Among the entries, which lines carry the string "Turn"? Copy every one.

Data extracts >>
☆ ☆ ☆ ☆ ☆ ☆ ☆

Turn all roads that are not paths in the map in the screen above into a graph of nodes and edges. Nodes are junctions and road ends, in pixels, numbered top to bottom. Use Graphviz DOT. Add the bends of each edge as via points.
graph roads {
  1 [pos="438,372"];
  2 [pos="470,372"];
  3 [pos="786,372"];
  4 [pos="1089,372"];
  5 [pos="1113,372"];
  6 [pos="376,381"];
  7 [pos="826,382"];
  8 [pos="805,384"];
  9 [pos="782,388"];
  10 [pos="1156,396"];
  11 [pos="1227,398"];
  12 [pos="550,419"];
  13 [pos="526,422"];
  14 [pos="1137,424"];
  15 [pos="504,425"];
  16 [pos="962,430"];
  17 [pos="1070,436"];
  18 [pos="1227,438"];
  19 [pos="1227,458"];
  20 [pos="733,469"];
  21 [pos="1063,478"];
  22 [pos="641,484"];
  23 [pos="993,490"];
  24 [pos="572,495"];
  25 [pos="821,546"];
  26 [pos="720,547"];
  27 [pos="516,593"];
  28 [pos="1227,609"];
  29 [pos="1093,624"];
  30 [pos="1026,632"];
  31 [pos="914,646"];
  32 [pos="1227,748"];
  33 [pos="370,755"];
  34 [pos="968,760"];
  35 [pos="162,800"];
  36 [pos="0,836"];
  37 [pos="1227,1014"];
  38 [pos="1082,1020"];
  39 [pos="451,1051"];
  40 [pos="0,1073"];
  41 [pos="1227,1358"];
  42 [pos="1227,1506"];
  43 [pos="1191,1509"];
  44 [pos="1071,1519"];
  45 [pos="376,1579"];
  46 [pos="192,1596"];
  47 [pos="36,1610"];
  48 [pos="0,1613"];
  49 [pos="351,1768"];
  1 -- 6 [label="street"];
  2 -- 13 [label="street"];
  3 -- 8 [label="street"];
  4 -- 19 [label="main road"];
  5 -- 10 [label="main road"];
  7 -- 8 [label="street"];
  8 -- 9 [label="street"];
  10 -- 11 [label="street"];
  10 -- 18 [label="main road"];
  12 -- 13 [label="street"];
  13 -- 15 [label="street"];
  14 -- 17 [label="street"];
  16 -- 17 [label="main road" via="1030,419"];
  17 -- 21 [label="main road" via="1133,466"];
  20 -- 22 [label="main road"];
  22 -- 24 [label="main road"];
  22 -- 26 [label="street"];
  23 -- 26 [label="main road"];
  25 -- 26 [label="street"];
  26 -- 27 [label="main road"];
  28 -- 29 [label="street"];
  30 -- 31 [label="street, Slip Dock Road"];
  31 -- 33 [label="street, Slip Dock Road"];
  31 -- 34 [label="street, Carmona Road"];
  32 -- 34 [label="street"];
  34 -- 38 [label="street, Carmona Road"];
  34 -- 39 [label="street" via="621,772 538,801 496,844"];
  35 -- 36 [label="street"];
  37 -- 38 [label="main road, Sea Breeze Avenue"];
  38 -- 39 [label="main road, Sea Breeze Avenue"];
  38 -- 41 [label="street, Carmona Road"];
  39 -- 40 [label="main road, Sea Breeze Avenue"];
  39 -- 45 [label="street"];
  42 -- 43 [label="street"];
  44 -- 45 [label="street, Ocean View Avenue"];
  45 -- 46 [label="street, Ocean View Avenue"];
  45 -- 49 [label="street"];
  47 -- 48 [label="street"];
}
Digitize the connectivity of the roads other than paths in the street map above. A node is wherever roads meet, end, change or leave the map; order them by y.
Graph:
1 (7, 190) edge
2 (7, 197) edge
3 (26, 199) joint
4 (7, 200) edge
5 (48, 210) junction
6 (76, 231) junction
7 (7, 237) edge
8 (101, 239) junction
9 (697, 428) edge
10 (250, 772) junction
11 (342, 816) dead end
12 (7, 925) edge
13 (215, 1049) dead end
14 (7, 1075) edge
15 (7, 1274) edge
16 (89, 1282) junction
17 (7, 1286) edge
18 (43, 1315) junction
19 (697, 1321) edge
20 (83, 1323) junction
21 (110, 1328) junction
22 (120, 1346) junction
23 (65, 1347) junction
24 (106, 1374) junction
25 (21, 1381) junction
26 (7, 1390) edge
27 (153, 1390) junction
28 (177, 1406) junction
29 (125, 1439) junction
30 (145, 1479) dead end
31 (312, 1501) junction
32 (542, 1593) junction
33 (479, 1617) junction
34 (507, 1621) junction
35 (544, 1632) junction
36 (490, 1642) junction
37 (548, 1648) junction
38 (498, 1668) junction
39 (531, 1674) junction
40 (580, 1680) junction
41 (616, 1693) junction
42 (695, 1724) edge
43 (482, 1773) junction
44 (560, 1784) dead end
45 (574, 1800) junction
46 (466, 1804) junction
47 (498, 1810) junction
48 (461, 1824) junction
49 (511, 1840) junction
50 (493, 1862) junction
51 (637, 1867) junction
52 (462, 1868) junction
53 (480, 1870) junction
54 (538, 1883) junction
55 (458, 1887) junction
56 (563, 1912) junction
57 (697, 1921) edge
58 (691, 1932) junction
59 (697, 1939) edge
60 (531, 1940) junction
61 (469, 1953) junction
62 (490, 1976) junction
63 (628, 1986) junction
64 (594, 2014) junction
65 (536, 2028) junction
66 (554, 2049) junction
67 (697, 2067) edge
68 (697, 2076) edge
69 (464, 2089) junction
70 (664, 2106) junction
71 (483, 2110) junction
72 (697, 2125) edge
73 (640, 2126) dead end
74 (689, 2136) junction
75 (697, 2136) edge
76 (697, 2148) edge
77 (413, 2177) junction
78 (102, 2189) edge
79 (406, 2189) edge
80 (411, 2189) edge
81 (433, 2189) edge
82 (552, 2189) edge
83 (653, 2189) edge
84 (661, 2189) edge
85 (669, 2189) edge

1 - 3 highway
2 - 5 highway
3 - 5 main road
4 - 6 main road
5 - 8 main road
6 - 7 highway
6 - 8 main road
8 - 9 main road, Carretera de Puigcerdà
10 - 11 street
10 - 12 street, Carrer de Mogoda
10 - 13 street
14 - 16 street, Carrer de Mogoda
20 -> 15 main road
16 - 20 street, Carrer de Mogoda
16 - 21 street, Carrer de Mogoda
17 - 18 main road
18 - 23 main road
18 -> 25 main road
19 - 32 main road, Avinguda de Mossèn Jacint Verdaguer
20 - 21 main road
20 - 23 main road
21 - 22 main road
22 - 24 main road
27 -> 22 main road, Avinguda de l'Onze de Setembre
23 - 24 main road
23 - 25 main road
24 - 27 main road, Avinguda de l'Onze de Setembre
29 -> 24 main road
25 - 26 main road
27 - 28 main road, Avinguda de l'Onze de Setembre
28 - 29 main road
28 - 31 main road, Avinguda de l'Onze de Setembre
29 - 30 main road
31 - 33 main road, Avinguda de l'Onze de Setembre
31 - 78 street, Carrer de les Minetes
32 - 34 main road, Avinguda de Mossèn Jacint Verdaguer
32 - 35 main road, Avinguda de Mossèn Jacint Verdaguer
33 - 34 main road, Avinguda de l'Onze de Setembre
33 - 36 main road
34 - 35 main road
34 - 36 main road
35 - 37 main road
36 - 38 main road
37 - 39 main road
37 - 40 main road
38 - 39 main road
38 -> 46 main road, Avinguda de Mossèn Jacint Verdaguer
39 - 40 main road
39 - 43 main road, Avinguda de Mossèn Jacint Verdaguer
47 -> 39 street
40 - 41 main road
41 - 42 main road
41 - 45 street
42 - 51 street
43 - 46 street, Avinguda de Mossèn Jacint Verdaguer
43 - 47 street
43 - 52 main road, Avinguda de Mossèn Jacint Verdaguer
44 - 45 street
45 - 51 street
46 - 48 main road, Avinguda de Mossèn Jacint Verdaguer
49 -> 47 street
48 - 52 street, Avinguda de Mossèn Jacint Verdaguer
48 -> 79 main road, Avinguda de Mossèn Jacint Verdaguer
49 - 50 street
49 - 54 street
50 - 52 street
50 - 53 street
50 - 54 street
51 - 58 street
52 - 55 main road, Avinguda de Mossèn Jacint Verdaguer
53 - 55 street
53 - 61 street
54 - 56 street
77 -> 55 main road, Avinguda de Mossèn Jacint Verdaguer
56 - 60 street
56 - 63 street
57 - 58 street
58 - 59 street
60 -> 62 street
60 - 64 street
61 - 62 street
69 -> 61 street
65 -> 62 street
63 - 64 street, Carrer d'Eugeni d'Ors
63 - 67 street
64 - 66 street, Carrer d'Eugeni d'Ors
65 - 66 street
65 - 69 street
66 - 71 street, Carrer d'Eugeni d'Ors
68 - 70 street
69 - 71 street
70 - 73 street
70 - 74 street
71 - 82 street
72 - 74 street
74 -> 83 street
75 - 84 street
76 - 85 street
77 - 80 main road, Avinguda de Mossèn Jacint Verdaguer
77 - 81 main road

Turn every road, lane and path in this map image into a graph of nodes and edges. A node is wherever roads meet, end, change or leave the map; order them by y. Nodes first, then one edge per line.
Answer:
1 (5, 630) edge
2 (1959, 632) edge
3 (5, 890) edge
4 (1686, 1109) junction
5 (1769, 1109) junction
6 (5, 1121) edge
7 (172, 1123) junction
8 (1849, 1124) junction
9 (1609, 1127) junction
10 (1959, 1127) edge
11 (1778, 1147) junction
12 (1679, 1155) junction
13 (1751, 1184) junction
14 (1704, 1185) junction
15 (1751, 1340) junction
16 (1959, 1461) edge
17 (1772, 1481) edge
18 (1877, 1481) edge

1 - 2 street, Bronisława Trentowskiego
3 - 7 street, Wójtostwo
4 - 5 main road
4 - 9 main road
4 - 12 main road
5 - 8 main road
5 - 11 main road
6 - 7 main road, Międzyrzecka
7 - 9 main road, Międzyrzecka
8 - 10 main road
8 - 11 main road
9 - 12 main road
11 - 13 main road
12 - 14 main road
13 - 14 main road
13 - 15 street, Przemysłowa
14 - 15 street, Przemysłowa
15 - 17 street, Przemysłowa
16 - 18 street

☆ ☆ ☆ ☆ ☆ ☆ ☆

Final answer >>
Turn all roads that are not paths in the map in the screen above into a graph of nodes and edges. Nodes are junctions and road ends, in pixels, numbered top to bottom. Use Graphviz DOT. Add the bends of each edge as via points.
Turn every road, lane and path in this map image into a graph of nodes and edges. A node is wherever roads meet, end, change or leave the map; order them by y. Nodes first, then one edge per line.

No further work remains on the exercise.